骨质疏松症是一种以骨量减少、骨微结构改变和脆性增加为主要特点的骨骼代谢性疾病，主要发生原因为成骨细胞与破骨细胞的平衡被打破[8]。

其中破骨细胞的过度激活是骨质疏松症发生的重要原因，因此抑制破骨细胞的活性，成为治疗骨质疏松症的主要方法之一[9-10]。

抗酒石酸酸性磷酸酶是公认的破骨细胞标志之一，在骨吸收过程中参与骨基质中矿化底物的降解，其活性强弱标志着破骨细胞的活性，反映骨吸收的强弱[11]。本实验首先通过抗酒石酸酸性磷酸酶染色，发现补骨脂中3种二氢黄酮类化合物均可以减少破骨细胞的数量。
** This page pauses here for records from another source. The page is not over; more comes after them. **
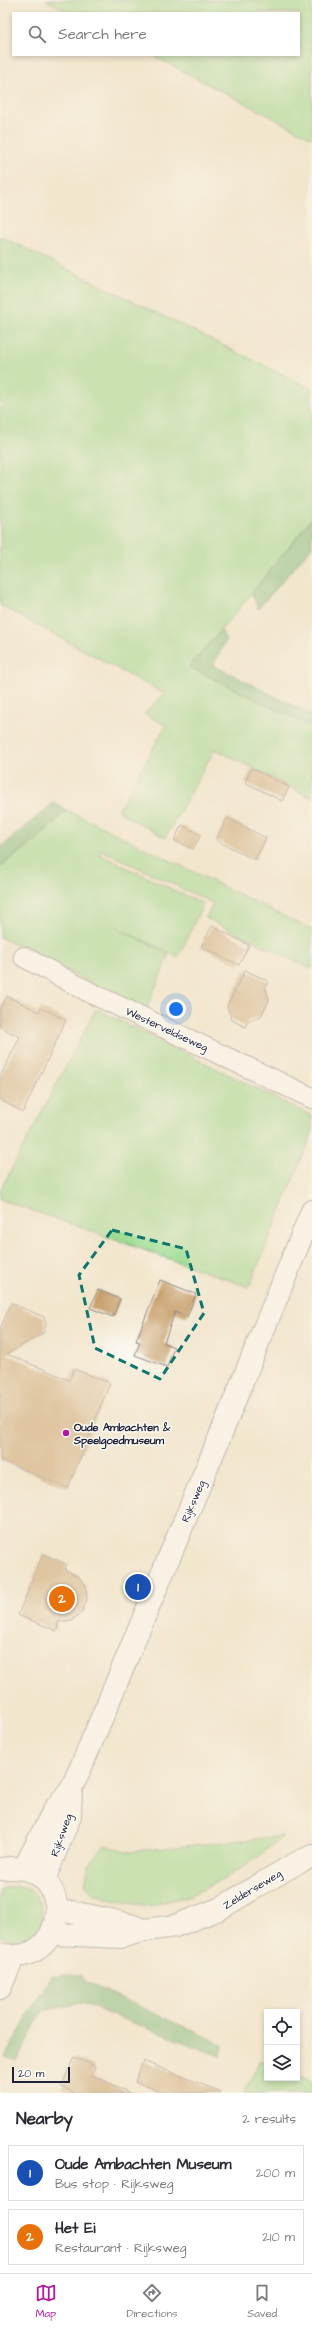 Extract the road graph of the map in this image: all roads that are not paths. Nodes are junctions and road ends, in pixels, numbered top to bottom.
1 (24, 957) dead end
2 (312, 1098) edge
3 (312, 1211) edge
4 (71, 1789) junction
5 (312, 1856) edge
6 (0, 1869) edge
7 (24, 1869) junction
8 (44, 1880) junction
9 (57, 1909) junction
10 (145, 1930) junction
11 (52, 1934) junction
12 (7, 1955) edge
13 (0, 1988) edge

1 - 2 street, Westerveldseweg
3 - 4 main road, Rijksweg
4 - 7 main road, Rijksweg
4 - 8 main road, Rijksweg
5 - 10 main road, Zelderseweg
6 - 7 main road
7 - 8 main road
8 - 9 main road
9 - 10 main road, Zelderseweg
9 - 11 main road
10 - 11 main road, Zelderseweg
11 - 12 main road
12 - 13 main road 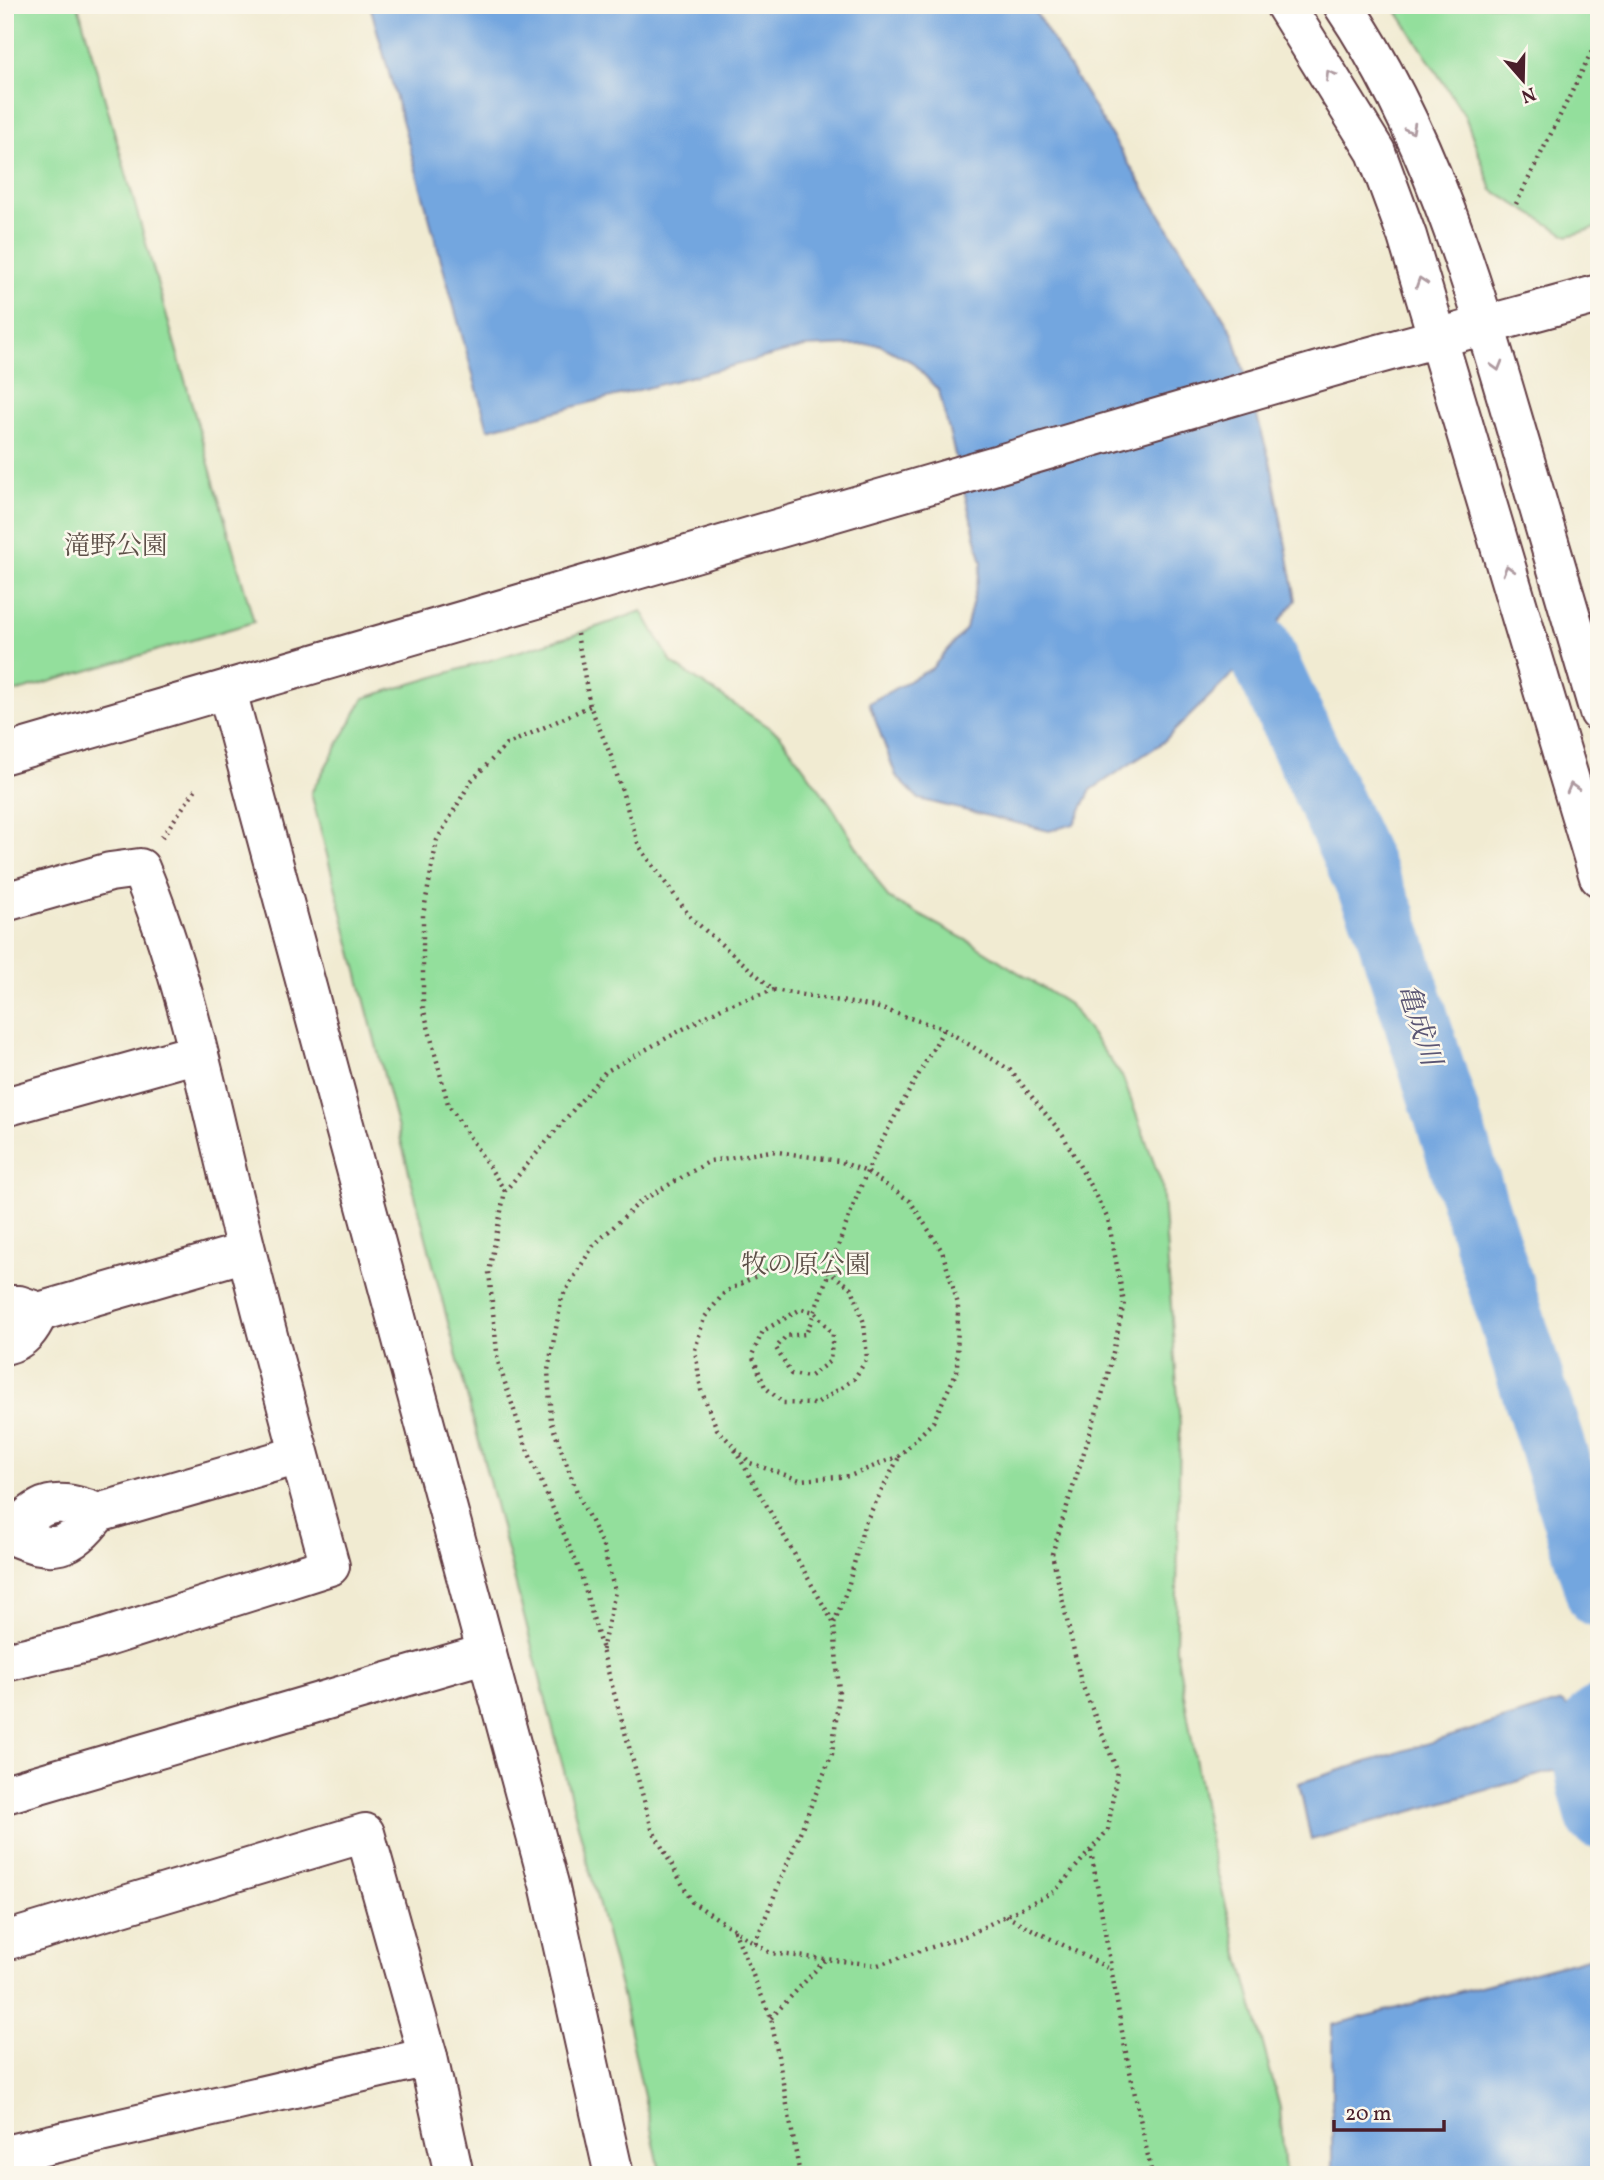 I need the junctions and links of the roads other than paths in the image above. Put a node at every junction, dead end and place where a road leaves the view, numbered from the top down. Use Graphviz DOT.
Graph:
graph roads {
  1 [pos="1284,5"];
  2 [pos="1343,5"];
  3 [pos="1599,294"];
  4 [pos="1485,325"];
  5 [pos="1439,338"];
  6 [pos="227,691"];
  7 [pos="1599,712"];
  8 [pos="5,754"];
  9 [pos="1599,877"];
  10 [pos="5,902"];
  11 [pos="198,1053"];
  12 [pos="5,1107"];
  13 [pos="246,1252"];
  14 [pos="22,1308"];
  15 [pos="5,1345"];
  16 [pos="299,1455"];
  17 [pos="8,1536"];
  18 [pos="487,1653"];
  19 [pos="5,1662"];
  20 [pos="5,1794"];
  21 [pos="5,1941"];
  22 [pos="428,2057"];
  23 [pos="5,2155"];
  24 [pos="454,2175"];
  25 [pos="614,2175"];
  5 -- 1 [label="street, one-way"];
  2 -- 4 [label="street, one-way"];
  3 -- 4 [label="street"];
  4 -- 5 [label="street"];
  4 -- 7 [label="street, one-way"];
  5 -- 6 [label="street"];
  9 -- 5 [label="street, one-way"];
  6 -- 8 [label="street"];
  6 -- 18 [label="street"];
  10 -- 11 [label="street"];
  11 -- 12 [label="street"];
  11 -- 13 [label="street"];
  13 -- 14 [label="street"];
  13 -- 16 [label="street"];
  14 -- 15 [label="street"];
  16 -- 17 [label="street"];
  16 -- 19 [label="street"];
  18 -- 20 [label="street"];
  18 -- 25 [label="street"];
  21 -- 22 [label="street"];
  22 -- 23 [label="street"];
  22 -- 24 [label="street"];
} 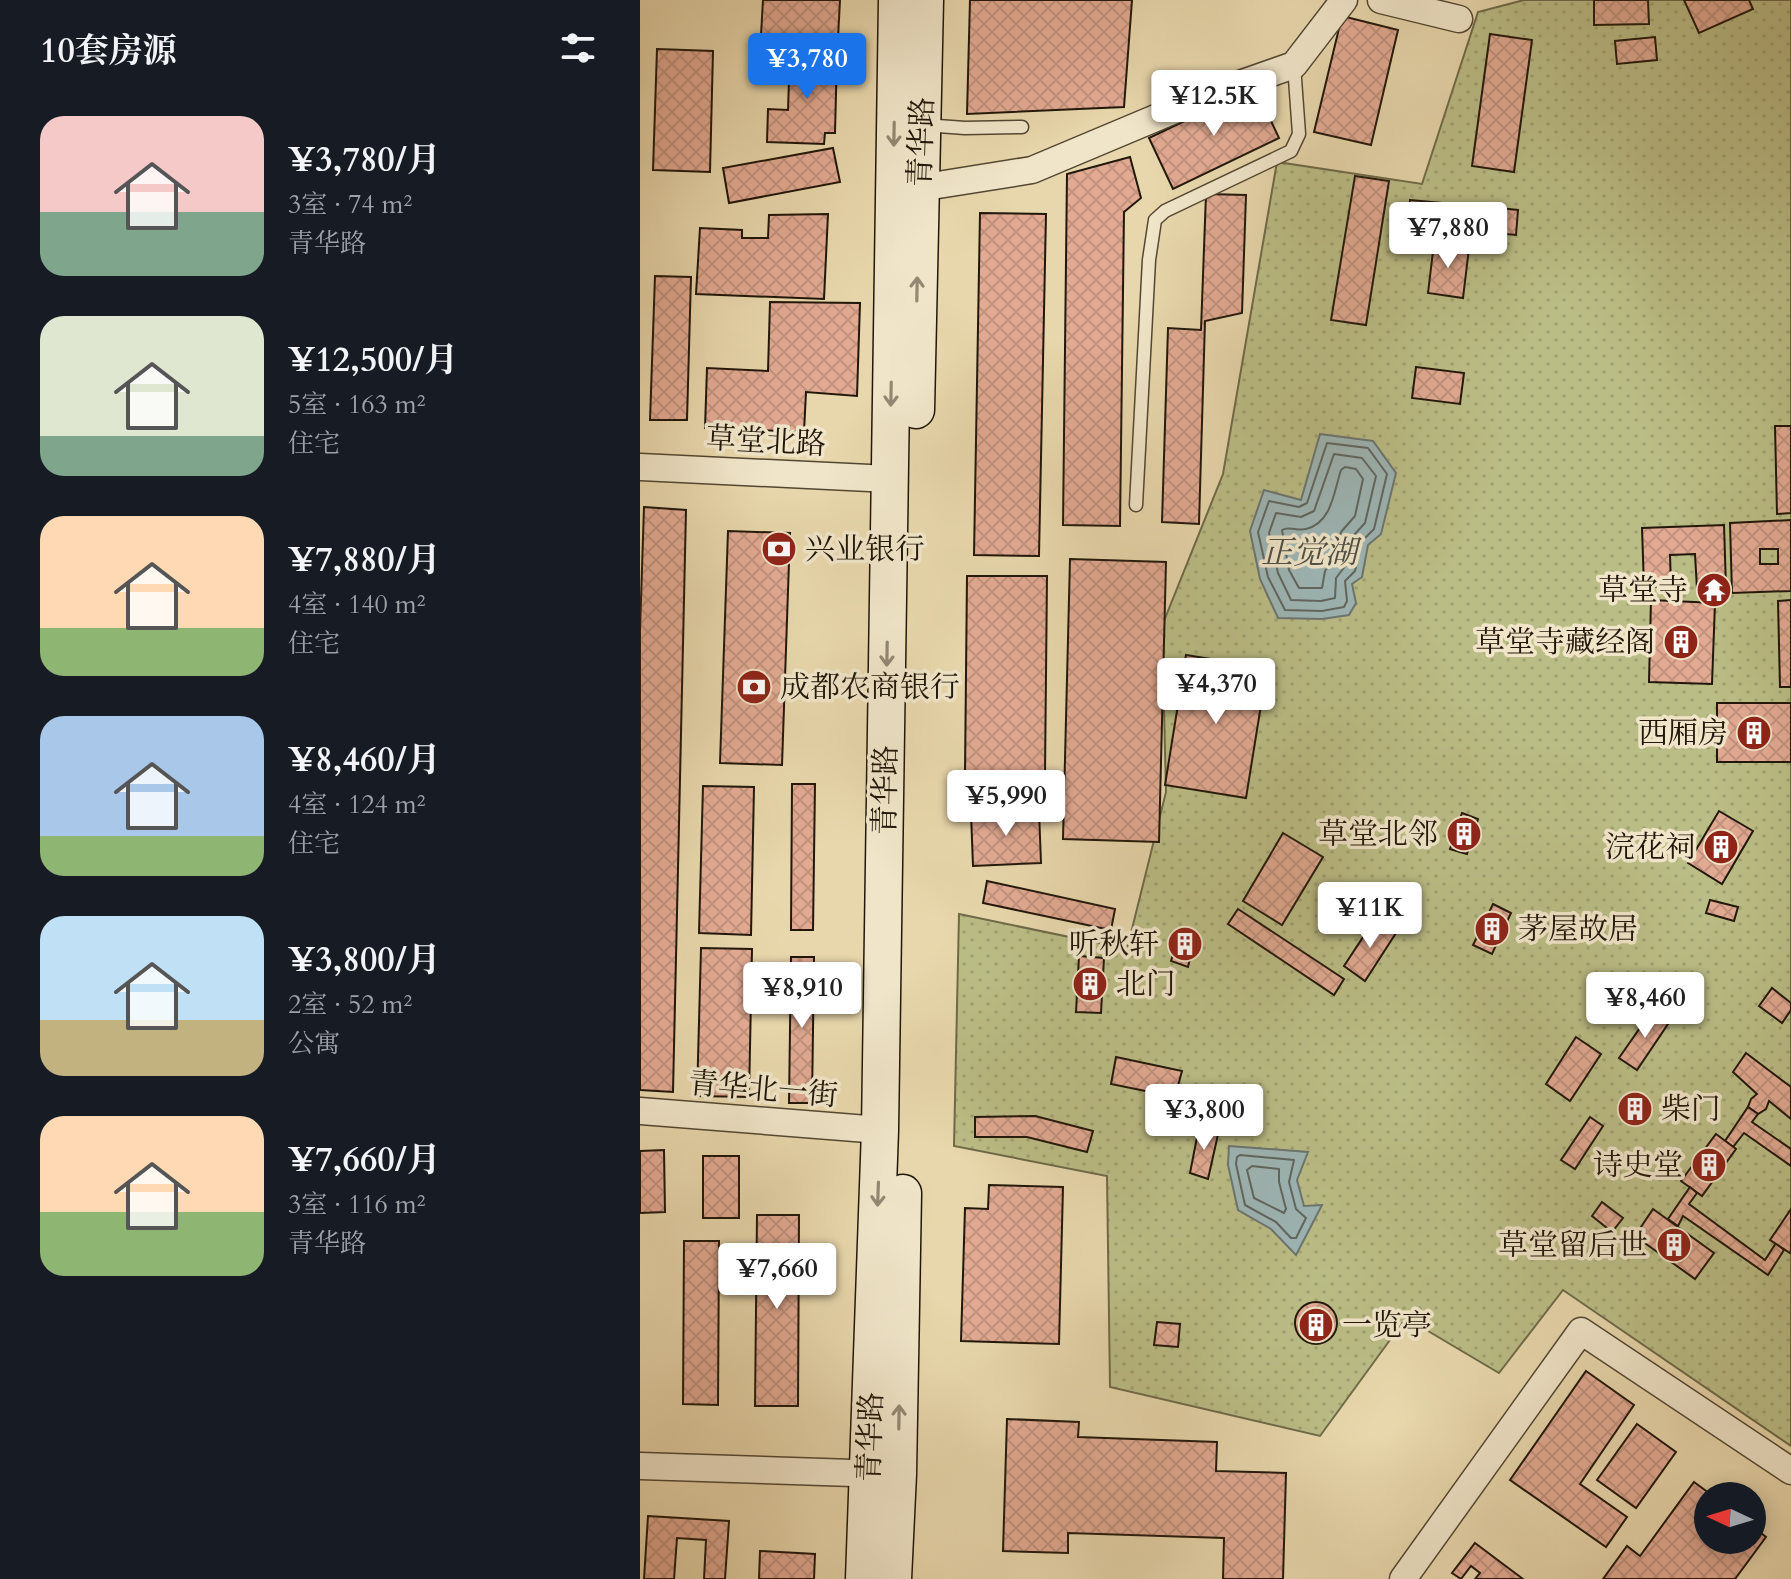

在此基础上，检测各组的酶活性，并计算EC50值，结果发现，补骨脂二氢黄酮甲醚在3个化合物中表现出最强的破骨细胞分化抑制作用。因此，选取补骨脂二氢黄酮甲醚进行进一步的机制初步探讨。

多条通路与骨质疏松的发生发展密切相关，其中OPG/RANK/RANKL途径对骨稳态的调节具有重要作用。在OPG/RANK/RANKL信号通路中，单核细胞上的核因子-κB受体活化因子(RANK)被核因子-κB受体活化因子配体(RANKL)激活后，引发多条信号传导脉络，可以促进破骨细胞的分化与增殖[3]。其中与破骨细胞分化最主要相关的3条通路如下：NF-κB信号通路、PI3k/AKT信号通路、MAPK信号通路。NF-κB通路在静息状态下，NF-κB的两个亚单位p50/p65与IκB(NF-κB抑制蛋白)结合存在于细胞浆中。当TRAF6识别RANKL后通过NF-κB 可诱导性激酶(NIK)和NF-κB 激酶诱导剂(IKK)活化NF-κB，使其两个亚单位p50/p65与IκB分离并迅速转位进入细胞核来调节破骨细胞分化成熟或凋亡[12]。TRAF6识别RANKL后可激活c-Scr，进而激活PI3k磷酸化AKT，来调节破骨细胞骨架重置、移动并维持其存活[13-14]。MAPK信号通路：包括p38、JNK、ERK 3条支路，p38磷酸化通过活化下游转录因子调节破骨细胞骨吸收关键酶(如TRAP、CATK等)基因的表达促进破骨细胞的分化及骨吸收[15]；JNK磷酸化活化AP-1，诱导c-Fos表达来刺激破骨细胞前体分化成熟[16]；ERK磷酸化可以上调c-Fos的表达促进破骨细胞的分化[17-18]。本实验发现，补骨脂二氢黄酮甲醚可以明显下调p65、AKT、p38、JNK、ERK的磷酸化水平，说明补骨脂二氢黄酮甲醚对破骨细胞抑制作用可能与抑制NF-κB信号通路、PI3k/AKT信号通路、MAPK信号通路的激活有关。

综上所述，补骨脂二氢黄酮甲醚对破骨细胞的分化表现出最强的抑制作用，其作用机制与抑制NF-κB信号通路、PI3k/AKT信号通路、MAPK信号通路的激活相关。本实验结果为补骨脂二氢黄酮甲醚的进一步开发利用及骨质疏松症的临床治疗提供参考。